La columna es porosa, diseñada para ser intervenida, criticada y refutada

Hoy me despido por unos meses de esta columna para zambullirme en el proceso final de una novela. Durante 50 semanas he tenido el privilegio de pensar, con libertad y disciplina, sobre los temas que me preocupan, a ratos de buen ánimo, a menudo llena de rabia, urgencia y frustración política, y a veces con la angustia que experimentan los niños cuando se acuerdan, ya tarde un domingo, de que aún deben la tarea del lunes y que su lápiz no tiene punta. Cumplo un año como aprendiz en esta disciplina y, sin embargo, me doy cuenta, nunca he escrito sobre el problema mismo de las columnas.

La columna es un compromiso con un espacio. No con llenar centímetros de papel o de pantalla, sino con usar responsablemente un espacio público. El columnista intenta recoger los malestares generales de la época sin ceder a la presión de opinar lo mismo que la mayoría; sin sucumbir a la tentación vanidosa de recibir aplausos (likes, retuits) a cambio de sus opiniones.

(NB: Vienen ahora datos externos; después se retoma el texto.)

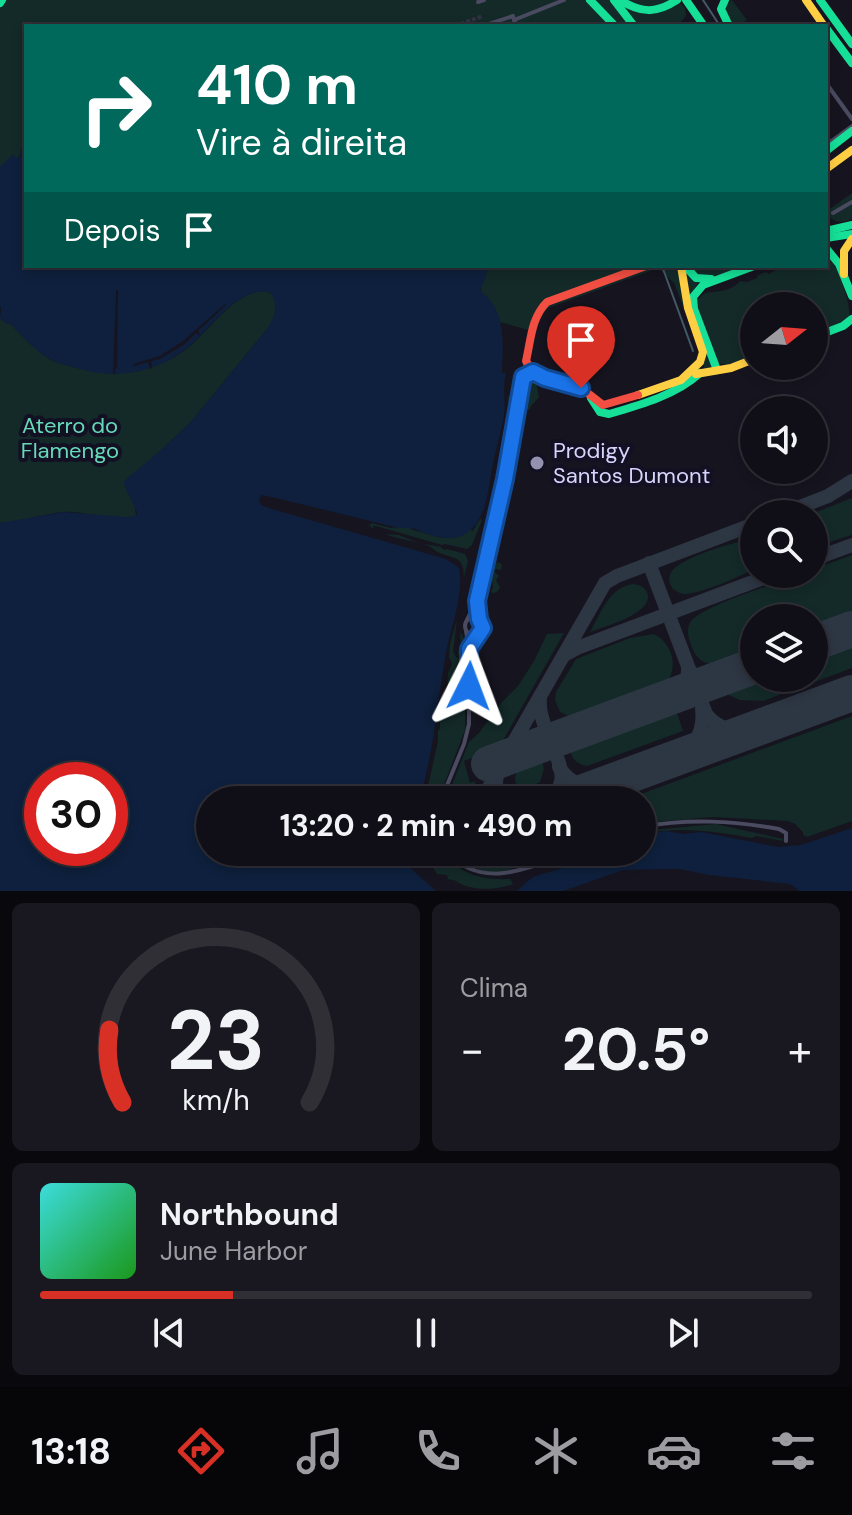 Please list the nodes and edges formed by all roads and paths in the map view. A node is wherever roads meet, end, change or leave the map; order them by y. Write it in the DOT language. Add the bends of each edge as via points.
graph roads {
  1 [pos="564,0"];
  2 [pos="590,0"];
  3 [pos="614,0"];
  4 [pos="620,0"];
  5 [pos="664,0"];
  6 [pos="677,0"];
  7 [pos="686,0"];
  8 [pos="725,0"];
  9 [pos="806,0"];
  10 [pos="820,0"];
  11 [pos="655,11"];
  12 [pos="514,20"];
  13 [pos="489,24"];
  14 [pos="515,24"];
  15 [pos="613,24"];
  16 [pos="632,24"];
  17 [pos="703,24"];
  18 [pos="728,24"];
  19 [pos="822,24"];
  20 [pos="828,33"];
  21 [pos="852,44"];
  22 [pos="852,63"];
  23 [pos="828,86"];
  24 [pos="852,119"];
  25 [pos="852,128"];
  26 [pos="828,146"];
  27 [pos="852,150"];
  28 [pos="828,168"];
  29 [pos="852,202"];
  30 [pos="833,213"];
  31 [pos="852,225"];
  32 [pos="828,231"];
  33 [pos="852,237"];
  34 [pos="828,238"];
  35 [pos="828,249"];
  36 [pos="640,268"];
  37 [pos="683,268"];
  38 [pos="685,268"];
  39 [pos="748,268"];
  40 [pos="844,274"];
  41 [pos="715,279"];
  42 [pos="852,296"];
  43 [pos="852,319"];
  44 [pos="828,332"];
  45 [pos="526,361"];
  46 [pos="740,364"];
  47 [pos="721,370"];
  48 [pos="533,372"];
  49 [pos="700,373"];
  50 [pos="523,377"];
  51 [pos="681,380"];
  52 [pos="587,392"];
  53 [pos="494,525"];
  54 [pos="479,619"];
  55 [pos="467,620"];
  56 [pos="466,631"];
  57 [pos="479,634"];
  58 [pos="469,649"];
  59 [pos="447,786"];
  60 [pos="656,826"];
  61 [pos="786,841"];
  62 [pos="462,866"];
  63 [pos="534,866"];
  1 -- 12 [label="street"];
  2 -- 15 [label="main road"];
  3 -- 16 [label="main road"];
  4 -- 11 [label="main road" via="638,11"];
  5 -- 11 [label="main road"];
  6 -- 11 [label="main road"];
  7 -- 17 [label="main road"];
  8 -- 18 [label="main road" via="721,9"];
  9 -- 19 [label="main road"];
  10 -- 21 [label="main road"];
  12 -- 13 [label="street" via="513,16"];
  12 -- 14 [label="street"];
  20 -- 22 [label="main road"];
  23 -- 24 [label="street"];
  25 -- 26 [label="main road"];
  27 -- 28 [label="main road"];
  29 -- 30 [label="street"];
  31 -- 32 [label="main road"];
  33 -- 34 [label="main road"];
  33 -- 40 [label="main road" via="844,251"];
  35 -- 40 [label="main road"];
  36 -- 45 [label="main road" via="547,302 535,317"];
  37 -- 51 [label="main road" via="688,308 703,355"];
  38 -- 41 [label="main road" via="697,279"];
  39 -- 41 [label="main road"];
  40 -- 42 [label="main road"];
  41 -- 47 [label="main road" via="698,289 693,300"];
  43 -- 44 [label="main road"];
  45 -- 48 [label="main road"];
  45 -- 50 [label="street"];
  46 -- 47 [label="main road"];
  47 -- 49 [label="main road"];
  48 -- 50 [label="street"];
  48 -- 52 [label="main road"];
  49 -- 51 [label="main road"];
  49 -- 52 [label="main road" via="682,387 609,414 599,410"];
  50 -- 53 [label="street"];
  51 -- 52 [label="main road" via="606,405"];
  53 -- 54 [label="street" via="477,601"];
  53 -- 55 [label="street" via="480,555 474,606"];
  54 -- 55 [label="street"];
  54 -- 57 [label="street"];
  55 -- 56 [label="street"];
  56 -- 57 [label="street"];
  56 -- 58 [label="street"];
  57 -- 58 [label="street"];
  58 -- 59 [label="street" via="468,733"];
  60 -- 61 [label="street" via="733,822 779,829 786,833"];
  62 -- 63 [label="street" via="493,877"];
}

La columna es porosa, diseñada para ser intervenida, criticada, y refutada. La tarea del columnista es perforar superficies y tumbar paredes, para que entren en ráfaga fresca las voces de los demás y siga avanzando la discusión pública, cada vez más matizada, polifónica y compleja.

Cuando un tema da mucho que hablar, lee todo lo que haya que decir.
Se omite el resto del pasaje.